━━━━━ Extracted records
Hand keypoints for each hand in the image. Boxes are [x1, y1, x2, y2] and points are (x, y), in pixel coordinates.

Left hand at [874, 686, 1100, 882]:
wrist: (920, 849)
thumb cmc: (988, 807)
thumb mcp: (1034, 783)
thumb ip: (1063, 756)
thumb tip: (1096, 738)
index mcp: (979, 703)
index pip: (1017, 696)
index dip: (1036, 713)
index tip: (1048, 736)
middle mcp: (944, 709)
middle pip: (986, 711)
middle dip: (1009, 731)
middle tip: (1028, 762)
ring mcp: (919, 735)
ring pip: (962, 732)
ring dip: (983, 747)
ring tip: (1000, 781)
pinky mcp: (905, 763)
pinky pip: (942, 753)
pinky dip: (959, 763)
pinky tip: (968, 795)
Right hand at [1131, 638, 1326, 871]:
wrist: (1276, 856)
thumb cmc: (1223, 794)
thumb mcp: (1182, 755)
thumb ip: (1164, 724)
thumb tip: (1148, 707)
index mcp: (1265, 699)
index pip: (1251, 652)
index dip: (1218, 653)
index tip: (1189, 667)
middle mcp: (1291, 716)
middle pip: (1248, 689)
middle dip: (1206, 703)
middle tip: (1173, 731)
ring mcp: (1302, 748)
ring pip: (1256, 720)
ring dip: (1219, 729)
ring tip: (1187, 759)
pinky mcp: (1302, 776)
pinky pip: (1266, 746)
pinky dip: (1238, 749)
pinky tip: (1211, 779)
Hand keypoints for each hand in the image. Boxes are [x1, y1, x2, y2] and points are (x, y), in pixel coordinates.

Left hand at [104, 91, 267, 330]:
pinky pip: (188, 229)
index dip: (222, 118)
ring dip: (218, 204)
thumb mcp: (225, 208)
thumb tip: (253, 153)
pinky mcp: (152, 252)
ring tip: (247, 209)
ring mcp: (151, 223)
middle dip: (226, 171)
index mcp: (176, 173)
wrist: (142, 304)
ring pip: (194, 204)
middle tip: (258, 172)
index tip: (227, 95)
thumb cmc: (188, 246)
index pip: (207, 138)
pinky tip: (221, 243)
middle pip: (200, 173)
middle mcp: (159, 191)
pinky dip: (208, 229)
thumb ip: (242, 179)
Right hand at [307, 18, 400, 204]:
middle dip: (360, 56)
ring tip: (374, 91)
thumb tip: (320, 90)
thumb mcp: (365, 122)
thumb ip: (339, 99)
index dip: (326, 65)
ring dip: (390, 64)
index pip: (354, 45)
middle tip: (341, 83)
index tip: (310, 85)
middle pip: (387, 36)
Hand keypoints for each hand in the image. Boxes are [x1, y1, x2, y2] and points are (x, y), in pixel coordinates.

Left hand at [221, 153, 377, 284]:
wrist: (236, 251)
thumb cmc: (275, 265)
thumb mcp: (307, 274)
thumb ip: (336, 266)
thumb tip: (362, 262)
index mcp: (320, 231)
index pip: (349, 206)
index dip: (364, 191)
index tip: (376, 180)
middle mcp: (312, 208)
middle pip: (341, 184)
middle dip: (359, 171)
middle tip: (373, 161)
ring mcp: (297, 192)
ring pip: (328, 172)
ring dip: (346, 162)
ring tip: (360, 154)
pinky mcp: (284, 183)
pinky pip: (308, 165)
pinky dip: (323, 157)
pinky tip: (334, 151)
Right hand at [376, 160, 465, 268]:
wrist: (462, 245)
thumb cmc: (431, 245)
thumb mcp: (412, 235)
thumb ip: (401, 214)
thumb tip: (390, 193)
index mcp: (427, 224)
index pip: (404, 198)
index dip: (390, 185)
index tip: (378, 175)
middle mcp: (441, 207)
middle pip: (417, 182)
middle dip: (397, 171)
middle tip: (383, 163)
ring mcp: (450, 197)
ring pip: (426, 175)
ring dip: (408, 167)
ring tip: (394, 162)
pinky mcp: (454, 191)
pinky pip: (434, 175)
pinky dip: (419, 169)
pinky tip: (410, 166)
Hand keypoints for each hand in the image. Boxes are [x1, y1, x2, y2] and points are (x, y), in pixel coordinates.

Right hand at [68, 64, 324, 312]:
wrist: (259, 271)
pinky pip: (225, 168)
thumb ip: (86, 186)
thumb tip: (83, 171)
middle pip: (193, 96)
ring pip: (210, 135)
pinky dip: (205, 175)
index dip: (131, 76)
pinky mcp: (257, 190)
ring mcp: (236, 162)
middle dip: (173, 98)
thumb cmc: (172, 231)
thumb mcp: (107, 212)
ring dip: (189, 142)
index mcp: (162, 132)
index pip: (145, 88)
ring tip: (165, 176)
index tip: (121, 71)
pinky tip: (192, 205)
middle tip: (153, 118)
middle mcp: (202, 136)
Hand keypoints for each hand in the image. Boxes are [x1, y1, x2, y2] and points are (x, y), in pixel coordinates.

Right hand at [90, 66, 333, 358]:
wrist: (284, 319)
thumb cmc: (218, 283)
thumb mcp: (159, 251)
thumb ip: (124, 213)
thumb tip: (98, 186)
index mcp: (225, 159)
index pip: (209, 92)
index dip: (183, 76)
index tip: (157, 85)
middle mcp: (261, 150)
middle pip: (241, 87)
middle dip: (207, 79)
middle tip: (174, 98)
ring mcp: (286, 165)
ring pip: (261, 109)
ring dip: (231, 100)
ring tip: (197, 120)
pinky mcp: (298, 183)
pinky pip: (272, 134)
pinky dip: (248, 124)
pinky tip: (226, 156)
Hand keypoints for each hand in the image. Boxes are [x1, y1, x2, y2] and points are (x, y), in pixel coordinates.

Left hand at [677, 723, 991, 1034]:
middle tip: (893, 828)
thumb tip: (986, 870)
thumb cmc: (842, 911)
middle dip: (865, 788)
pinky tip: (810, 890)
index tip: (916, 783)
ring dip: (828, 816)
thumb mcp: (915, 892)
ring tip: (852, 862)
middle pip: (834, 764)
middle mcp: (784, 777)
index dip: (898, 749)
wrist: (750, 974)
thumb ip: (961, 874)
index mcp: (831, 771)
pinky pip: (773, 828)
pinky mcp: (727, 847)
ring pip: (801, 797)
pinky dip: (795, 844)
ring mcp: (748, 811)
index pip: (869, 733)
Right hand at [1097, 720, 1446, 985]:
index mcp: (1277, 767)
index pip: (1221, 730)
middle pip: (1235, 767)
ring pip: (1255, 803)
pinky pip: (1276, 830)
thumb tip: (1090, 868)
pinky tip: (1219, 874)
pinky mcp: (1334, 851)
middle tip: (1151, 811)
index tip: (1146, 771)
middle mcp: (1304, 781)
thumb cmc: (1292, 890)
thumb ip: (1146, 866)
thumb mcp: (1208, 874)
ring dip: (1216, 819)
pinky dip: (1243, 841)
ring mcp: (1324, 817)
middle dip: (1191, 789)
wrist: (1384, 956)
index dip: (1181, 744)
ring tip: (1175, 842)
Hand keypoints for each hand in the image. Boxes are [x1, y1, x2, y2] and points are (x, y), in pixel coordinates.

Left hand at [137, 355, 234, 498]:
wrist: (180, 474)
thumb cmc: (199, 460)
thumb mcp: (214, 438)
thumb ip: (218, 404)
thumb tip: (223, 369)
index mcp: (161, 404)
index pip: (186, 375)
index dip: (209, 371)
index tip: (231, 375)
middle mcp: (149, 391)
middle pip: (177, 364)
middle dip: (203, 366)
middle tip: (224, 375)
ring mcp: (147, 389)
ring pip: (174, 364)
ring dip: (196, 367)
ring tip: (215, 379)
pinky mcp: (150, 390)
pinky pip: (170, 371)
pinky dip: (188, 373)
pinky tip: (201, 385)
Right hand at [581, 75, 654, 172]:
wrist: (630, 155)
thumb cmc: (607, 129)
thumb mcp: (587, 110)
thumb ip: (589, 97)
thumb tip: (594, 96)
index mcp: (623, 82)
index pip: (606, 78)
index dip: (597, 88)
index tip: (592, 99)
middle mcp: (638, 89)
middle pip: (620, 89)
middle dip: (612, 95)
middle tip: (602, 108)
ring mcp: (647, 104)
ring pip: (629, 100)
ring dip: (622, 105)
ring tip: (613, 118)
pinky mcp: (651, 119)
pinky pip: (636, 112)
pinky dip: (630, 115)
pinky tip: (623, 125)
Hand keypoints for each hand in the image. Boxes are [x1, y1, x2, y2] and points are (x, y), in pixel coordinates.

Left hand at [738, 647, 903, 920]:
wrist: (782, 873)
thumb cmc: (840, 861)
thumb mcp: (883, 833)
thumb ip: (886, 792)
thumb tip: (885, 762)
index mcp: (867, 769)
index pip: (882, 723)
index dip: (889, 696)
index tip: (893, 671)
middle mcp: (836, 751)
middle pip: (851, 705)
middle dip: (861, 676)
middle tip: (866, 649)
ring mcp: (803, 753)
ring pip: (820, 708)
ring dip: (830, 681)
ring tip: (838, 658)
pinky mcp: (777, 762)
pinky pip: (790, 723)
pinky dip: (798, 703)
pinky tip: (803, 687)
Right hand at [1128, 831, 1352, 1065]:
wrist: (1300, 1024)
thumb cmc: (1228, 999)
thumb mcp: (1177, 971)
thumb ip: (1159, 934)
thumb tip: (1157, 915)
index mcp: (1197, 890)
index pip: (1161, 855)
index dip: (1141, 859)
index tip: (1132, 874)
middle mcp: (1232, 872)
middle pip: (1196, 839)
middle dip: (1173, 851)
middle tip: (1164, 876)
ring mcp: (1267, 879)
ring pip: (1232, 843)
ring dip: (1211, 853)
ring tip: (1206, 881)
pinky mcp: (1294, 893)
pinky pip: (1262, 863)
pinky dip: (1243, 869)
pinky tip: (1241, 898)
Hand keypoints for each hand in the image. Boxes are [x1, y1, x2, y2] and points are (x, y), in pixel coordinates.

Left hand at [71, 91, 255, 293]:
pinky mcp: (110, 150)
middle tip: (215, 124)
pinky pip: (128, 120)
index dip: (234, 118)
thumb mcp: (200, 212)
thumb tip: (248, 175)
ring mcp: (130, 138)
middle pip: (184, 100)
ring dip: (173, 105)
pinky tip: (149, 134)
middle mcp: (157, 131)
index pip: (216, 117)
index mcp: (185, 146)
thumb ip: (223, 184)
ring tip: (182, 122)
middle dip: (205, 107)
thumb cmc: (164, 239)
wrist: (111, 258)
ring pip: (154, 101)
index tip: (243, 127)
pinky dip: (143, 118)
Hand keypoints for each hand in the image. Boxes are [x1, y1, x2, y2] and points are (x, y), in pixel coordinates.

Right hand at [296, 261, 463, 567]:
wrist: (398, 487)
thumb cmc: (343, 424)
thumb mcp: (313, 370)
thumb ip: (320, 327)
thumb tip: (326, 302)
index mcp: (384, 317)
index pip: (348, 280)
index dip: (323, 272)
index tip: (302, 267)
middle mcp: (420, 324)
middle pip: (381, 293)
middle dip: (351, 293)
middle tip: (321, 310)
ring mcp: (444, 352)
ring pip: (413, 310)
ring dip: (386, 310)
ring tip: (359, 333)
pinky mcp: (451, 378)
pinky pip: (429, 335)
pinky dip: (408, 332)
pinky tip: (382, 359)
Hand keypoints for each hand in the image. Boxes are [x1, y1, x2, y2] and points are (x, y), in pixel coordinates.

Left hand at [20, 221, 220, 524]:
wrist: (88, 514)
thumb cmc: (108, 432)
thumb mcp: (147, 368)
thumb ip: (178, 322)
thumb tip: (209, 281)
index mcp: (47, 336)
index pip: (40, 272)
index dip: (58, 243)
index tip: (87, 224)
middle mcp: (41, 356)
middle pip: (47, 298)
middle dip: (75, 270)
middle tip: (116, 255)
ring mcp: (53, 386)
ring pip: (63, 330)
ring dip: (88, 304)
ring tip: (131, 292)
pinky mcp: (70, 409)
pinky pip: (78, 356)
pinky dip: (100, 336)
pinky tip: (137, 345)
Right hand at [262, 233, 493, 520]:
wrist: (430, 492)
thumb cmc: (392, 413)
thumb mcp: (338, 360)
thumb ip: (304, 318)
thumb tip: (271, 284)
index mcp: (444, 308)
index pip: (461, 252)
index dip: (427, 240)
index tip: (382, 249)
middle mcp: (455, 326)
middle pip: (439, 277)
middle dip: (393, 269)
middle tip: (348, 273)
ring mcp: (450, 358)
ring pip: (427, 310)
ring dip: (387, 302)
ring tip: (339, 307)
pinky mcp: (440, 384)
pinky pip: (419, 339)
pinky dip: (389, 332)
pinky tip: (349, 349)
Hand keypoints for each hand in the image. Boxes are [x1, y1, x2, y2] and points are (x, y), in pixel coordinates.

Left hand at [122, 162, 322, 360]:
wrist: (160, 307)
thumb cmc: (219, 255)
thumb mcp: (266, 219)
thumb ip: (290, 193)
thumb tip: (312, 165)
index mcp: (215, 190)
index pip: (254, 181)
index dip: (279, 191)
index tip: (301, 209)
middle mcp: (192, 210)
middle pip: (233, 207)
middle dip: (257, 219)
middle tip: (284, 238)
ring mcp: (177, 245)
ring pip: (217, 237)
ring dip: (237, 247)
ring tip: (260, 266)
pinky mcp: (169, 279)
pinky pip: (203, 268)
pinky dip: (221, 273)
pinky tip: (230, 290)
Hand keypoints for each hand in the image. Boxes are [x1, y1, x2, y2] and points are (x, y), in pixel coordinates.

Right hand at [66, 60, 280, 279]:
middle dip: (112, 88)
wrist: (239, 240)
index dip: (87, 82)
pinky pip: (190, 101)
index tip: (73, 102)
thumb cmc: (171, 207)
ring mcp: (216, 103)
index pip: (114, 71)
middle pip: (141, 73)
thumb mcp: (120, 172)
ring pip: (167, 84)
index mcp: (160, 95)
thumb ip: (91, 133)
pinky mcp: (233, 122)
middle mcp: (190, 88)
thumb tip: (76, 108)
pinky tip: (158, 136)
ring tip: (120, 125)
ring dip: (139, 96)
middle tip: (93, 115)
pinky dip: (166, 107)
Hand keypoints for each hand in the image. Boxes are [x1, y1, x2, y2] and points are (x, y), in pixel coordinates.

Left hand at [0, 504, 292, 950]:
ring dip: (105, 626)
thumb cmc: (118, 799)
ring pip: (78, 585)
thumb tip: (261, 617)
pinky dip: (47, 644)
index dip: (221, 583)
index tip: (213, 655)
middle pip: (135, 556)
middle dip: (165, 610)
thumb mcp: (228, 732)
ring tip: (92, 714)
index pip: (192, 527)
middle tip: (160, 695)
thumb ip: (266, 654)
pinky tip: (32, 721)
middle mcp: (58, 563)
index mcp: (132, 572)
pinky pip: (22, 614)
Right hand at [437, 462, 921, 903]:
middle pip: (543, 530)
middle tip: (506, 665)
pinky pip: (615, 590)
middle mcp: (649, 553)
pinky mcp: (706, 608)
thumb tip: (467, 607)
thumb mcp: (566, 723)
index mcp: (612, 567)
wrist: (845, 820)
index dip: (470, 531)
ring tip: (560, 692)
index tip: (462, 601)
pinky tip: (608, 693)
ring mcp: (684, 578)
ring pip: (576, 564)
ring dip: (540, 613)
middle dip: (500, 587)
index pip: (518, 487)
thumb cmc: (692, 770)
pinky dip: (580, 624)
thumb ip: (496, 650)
━━━━━━━━━━
§ What you need to do
Copy out the data above word for word, starting at its first line and ending with the line that contains "index tip: (1048, 736)".

§ Answer to this task
Hand keypoints for each hand in the image. Boxes are [x1, y1, x2, y2] and points are (x, y), in pixel coordinates.

Left hand at [874, 686, 1100, 882]:
wrist: (920, 849)
thumb cmc: (988, 807)
thumb mcp: (1034, 783)
thumb ip: (1063, 756)
thumb tip: (1096, 738)
index mcp: (979, 703)
index pip: (1017, 696)
index dip: (1036, 713)
index tip: (1048, 736)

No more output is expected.